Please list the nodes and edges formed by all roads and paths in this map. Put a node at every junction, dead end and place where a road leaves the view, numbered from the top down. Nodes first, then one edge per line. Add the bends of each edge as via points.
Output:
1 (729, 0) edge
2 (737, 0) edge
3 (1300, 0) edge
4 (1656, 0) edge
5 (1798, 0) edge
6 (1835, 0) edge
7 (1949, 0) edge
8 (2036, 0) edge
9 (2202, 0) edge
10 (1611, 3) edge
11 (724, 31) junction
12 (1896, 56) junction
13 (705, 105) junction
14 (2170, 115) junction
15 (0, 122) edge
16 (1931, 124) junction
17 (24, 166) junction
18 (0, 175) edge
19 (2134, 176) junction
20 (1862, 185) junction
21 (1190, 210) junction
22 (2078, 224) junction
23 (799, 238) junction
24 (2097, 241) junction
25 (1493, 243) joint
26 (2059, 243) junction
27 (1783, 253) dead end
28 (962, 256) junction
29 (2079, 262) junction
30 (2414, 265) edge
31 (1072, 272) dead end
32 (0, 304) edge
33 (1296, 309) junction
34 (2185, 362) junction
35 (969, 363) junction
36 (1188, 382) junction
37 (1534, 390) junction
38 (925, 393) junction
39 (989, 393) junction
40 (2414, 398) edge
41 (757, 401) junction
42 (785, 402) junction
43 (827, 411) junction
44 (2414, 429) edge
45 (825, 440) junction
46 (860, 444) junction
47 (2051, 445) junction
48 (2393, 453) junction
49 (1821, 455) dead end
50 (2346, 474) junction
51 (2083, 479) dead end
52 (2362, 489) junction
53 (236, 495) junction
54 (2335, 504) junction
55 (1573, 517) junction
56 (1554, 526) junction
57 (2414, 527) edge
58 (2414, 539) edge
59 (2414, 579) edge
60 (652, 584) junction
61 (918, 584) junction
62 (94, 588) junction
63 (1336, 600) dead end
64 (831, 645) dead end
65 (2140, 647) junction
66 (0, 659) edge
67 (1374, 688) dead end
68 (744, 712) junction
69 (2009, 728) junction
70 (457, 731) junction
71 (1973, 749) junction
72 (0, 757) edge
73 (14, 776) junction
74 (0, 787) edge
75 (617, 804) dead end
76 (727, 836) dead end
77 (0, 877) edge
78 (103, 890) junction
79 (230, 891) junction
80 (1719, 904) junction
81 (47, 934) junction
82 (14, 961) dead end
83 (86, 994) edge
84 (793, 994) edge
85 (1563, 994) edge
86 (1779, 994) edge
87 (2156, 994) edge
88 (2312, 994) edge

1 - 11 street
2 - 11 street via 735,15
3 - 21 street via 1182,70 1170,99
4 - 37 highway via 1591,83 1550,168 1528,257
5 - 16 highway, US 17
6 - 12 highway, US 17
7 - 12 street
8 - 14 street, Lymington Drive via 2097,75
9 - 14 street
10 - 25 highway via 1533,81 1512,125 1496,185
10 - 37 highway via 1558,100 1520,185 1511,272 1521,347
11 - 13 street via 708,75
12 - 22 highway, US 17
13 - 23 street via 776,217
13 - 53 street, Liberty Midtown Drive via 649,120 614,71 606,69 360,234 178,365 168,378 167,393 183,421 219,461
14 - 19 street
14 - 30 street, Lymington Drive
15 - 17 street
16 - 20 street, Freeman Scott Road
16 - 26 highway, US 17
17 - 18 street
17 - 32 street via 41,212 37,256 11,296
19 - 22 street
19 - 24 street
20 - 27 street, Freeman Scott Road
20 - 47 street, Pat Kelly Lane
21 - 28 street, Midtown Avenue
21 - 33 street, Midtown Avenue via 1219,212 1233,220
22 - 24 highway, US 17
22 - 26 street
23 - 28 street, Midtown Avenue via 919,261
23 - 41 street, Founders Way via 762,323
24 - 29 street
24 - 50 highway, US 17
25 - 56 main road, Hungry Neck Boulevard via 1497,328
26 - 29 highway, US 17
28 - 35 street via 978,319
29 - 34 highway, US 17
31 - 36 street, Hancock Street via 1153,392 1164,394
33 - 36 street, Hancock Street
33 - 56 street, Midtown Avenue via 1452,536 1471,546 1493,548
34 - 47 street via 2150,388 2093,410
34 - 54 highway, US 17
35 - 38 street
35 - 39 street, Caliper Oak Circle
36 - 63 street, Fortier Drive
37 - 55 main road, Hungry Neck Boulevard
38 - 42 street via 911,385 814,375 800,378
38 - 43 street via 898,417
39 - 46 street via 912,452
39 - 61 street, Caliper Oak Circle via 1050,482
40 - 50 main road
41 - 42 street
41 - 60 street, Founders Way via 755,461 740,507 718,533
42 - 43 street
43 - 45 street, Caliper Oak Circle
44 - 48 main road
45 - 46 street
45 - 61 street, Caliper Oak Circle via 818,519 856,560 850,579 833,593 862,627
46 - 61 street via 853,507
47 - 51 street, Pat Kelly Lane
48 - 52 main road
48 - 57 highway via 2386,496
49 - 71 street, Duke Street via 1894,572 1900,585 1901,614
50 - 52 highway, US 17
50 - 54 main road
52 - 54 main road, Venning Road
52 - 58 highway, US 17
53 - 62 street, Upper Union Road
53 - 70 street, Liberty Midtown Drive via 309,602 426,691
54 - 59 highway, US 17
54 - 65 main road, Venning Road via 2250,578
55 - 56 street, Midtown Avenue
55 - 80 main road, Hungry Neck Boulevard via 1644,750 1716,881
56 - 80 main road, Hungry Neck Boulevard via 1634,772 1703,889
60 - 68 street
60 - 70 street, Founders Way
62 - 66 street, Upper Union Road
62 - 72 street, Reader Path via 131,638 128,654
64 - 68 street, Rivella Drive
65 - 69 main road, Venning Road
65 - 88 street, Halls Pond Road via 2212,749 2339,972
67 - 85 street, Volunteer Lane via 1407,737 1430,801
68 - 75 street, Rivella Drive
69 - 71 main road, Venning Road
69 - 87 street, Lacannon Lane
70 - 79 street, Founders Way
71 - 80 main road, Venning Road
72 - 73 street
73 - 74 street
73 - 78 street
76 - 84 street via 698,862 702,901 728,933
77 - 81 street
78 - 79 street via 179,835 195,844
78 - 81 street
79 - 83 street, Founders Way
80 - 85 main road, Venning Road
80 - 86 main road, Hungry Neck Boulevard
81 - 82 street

* * * * * * * * *

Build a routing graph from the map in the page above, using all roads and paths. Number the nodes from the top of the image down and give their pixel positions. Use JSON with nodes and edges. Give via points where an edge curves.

* * * * * * * * *

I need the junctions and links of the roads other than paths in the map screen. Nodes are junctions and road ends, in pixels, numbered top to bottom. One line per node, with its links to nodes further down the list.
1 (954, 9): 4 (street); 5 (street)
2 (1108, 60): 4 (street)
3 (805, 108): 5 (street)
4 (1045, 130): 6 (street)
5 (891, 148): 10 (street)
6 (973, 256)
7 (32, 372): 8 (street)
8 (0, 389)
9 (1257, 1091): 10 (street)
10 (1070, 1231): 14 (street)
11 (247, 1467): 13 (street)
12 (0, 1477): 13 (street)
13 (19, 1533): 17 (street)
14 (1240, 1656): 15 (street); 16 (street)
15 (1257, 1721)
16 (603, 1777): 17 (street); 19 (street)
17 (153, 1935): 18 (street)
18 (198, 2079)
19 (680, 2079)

* * * * * * * * *

ACTION ITEM
Your answer should be one number: how many lines in the records above include "where".

FINISHED TASK
2